[OS X TeX] Creating a new composite symbol in LaTeX

Richard Seguin riseguin at earthlink.net
Thu Nov 10 04:33:28 CET 2011


On Nov 9, 2011, at 7:35 AM, Nestor Aguilera wrote:

> 
> On 9 Nov 2011, at 02:40, Richard Seguin wrote:
> 
>> This is a LaTeX trick that I thought I should pass on.
>> 
>> I recently wanted to use the \preccurlyeq symbol, but I also needed a negated version of it, and there is no negated version in the LaTeX or AMS symbol sets. (There are a couple of symbols that mean \preccurlyeq and not =, but that's not a full negation.) I wondered if I could make LaTeX move a / backwards on top of a \preccurlyeq, and so I first created a macro for the symbol I would call \notpre:
>> 
>> \newcommand{\notpre}{\;\preccurlyeq \negthickspace \negthickspace \negmedspace \negthinspace / \mbox{ }\,}
>> 
>> It looked great and it seemed to be absolutely stable with font size changes, but then I ran into a problem. If LaTeX had to significantly compress or expand inter-character spaces to justify a line, the / moved around a little bit on top of the \preccurlyeq, meaning that LaTeX was also compressing or expanding the negative spaces that I defined. So I dug into More Math into LaTeX for a while and discovered that if you wrap something in a math environment with { … }, it "tokenizes" everything within the curly brackets and no compression or expansion will take place on inter-charcter spaces (or negative spaces).
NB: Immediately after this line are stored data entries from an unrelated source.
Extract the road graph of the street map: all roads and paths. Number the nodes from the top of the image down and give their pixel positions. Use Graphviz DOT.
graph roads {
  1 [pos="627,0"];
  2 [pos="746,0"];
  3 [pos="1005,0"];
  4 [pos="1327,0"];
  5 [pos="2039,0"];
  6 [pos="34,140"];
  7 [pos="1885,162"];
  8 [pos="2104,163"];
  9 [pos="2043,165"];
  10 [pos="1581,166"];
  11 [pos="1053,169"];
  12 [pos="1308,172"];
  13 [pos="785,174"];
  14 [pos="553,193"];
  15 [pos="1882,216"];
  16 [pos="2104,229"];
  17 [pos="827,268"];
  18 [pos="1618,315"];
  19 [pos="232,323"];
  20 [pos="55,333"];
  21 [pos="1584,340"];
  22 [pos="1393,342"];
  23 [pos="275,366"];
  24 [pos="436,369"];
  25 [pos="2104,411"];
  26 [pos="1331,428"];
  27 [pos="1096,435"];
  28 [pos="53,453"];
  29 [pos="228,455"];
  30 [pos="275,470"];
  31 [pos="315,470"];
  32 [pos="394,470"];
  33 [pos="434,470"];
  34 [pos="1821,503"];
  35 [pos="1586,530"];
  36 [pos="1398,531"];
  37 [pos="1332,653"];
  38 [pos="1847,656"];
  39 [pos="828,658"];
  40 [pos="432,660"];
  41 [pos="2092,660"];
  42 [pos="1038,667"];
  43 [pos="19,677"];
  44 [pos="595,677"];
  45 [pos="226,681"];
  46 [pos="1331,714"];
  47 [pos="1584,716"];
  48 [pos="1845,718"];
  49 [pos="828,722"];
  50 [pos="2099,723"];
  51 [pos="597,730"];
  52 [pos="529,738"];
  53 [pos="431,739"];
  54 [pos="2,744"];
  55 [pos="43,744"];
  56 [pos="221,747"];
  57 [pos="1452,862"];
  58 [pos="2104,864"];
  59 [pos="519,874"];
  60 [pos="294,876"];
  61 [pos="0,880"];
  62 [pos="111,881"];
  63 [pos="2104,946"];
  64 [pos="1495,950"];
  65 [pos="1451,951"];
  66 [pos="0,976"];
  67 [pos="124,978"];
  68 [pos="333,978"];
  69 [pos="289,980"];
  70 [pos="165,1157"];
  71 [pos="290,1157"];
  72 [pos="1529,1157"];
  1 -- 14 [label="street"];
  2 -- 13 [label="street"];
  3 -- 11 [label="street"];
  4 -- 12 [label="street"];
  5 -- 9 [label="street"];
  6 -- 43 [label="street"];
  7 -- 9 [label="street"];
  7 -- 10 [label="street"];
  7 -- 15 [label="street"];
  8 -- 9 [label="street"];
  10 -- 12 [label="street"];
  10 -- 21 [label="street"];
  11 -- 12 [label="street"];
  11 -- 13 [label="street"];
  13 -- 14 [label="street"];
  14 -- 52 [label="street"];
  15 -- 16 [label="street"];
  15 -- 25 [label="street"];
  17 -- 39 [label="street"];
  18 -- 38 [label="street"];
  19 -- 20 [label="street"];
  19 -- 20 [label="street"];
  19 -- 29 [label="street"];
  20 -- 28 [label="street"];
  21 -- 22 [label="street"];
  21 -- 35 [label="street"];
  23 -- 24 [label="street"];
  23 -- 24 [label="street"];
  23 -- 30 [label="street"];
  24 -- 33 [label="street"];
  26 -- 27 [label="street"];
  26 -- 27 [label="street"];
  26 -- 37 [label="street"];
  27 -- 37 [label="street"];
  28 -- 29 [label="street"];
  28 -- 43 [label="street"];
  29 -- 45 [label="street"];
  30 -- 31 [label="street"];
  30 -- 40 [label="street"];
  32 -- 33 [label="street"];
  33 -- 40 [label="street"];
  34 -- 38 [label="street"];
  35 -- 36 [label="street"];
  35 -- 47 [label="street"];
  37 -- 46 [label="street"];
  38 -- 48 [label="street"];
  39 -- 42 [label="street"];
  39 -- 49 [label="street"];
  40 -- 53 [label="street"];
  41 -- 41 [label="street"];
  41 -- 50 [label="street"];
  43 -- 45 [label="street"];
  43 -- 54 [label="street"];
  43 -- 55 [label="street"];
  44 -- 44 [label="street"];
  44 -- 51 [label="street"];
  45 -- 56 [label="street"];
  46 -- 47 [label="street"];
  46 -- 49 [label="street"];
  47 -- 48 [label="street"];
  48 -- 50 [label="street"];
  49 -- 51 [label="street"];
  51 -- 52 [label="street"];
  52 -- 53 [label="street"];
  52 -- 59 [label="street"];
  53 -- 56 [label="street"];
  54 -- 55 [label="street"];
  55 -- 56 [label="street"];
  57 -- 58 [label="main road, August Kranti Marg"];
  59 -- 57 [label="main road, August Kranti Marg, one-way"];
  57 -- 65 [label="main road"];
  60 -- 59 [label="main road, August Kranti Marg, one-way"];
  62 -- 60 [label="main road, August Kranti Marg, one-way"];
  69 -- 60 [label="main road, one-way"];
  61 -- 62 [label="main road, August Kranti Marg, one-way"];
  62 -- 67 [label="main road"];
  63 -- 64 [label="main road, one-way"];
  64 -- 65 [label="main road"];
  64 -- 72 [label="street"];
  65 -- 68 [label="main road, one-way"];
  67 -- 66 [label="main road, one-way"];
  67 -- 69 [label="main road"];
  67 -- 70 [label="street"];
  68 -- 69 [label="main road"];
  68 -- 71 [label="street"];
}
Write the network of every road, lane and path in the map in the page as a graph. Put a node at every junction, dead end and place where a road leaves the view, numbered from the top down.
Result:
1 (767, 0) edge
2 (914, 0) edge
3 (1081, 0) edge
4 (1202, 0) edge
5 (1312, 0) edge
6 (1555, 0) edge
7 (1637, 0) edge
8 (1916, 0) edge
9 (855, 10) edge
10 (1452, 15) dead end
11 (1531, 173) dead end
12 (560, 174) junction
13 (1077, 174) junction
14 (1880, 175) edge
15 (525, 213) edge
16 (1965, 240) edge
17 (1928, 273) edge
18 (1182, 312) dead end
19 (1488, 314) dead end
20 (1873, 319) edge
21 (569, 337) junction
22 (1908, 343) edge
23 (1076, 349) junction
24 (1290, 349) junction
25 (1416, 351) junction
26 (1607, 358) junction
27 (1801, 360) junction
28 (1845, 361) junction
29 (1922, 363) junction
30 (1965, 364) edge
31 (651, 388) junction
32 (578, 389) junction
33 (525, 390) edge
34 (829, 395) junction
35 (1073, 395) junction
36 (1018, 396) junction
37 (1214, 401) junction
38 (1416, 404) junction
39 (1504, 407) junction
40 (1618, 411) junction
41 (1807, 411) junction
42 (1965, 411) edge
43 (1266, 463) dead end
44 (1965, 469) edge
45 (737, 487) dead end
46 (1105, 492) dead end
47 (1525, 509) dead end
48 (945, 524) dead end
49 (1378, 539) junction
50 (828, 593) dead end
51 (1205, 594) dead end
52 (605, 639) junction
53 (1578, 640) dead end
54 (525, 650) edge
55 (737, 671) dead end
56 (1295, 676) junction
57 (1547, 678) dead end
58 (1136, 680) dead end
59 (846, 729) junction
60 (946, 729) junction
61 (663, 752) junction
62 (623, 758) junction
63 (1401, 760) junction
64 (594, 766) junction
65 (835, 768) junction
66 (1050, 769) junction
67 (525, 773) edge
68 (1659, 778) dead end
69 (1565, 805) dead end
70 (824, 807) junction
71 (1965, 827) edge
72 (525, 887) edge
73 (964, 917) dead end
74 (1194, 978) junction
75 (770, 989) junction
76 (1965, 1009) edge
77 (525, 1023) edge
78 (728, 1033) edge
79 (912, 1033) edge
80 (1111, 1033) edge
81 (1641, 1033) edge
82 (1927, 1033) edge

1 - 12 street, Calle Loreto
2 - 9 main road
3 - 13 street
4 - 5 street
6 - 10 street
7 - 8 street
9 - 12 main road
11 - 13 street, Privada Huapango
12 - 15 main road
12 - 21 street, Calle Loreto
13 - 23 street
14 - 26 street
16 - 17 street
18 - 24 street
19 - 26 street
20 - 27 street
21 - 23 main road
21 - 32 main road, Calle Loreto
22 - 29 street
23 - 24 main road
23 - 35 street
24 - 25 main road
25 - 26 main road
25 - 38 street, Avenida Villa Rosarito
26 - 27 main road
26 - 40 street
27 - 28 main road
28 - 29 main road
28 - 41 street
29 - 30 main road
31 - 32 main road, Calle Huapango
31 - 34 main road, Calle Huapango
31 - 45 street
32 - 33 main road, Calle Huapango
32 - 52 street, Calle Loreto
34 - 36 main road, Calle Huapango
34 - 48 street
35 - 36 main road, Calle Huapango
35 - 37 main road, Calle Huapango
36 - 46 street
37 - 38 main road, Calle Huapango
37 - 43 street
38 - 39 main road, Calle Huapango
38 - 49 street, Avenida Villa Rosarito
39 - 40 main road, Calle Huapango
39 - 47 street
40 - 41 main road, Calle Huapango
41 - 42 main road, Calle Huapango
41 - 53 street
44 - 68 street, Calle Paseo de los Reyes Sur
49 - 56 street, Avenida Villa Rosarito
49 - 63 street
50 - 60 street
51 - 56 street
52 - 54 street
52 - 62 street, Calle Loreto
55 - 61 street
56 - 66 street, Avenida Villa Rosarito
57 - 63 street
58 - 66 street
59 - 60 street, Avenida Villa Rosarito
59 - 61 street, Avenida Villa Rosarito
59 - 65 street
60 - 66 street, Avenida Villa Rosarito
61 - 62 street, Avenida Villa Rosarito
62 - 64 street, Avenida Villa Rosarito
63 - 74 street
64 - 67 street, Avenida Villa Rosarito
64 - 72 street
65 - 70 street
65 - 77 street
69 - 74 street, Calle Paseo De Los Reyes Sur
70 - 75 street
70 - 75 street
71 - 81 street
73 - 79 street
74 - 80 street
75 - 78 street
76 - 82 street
So, finally I tried
>> 
>> \newcommand{\notpre}{\;{\preccurlyeq \negthickspace \negthickspace \negmedspace \negthinspace /}\mbox{ }\,}
>> 
>> and it worked perfectly! It is possible that the negative spacing might have to be tweaked a little if you use font symbol sets other than standard CM.
>> 
>> Richard Séguin
> 
> There is also the package "centernot". Have you tried it?
> 

Nestor,

Thanks! I just set up the macro \newcommand{\notpre}{\centernot{\preccurlyeq}}, and it works perfectly! I consider this to be a better solution for this case. Still, I merely commented out my old macro to save it as an example in case I want to attempt combining other symbols in the future.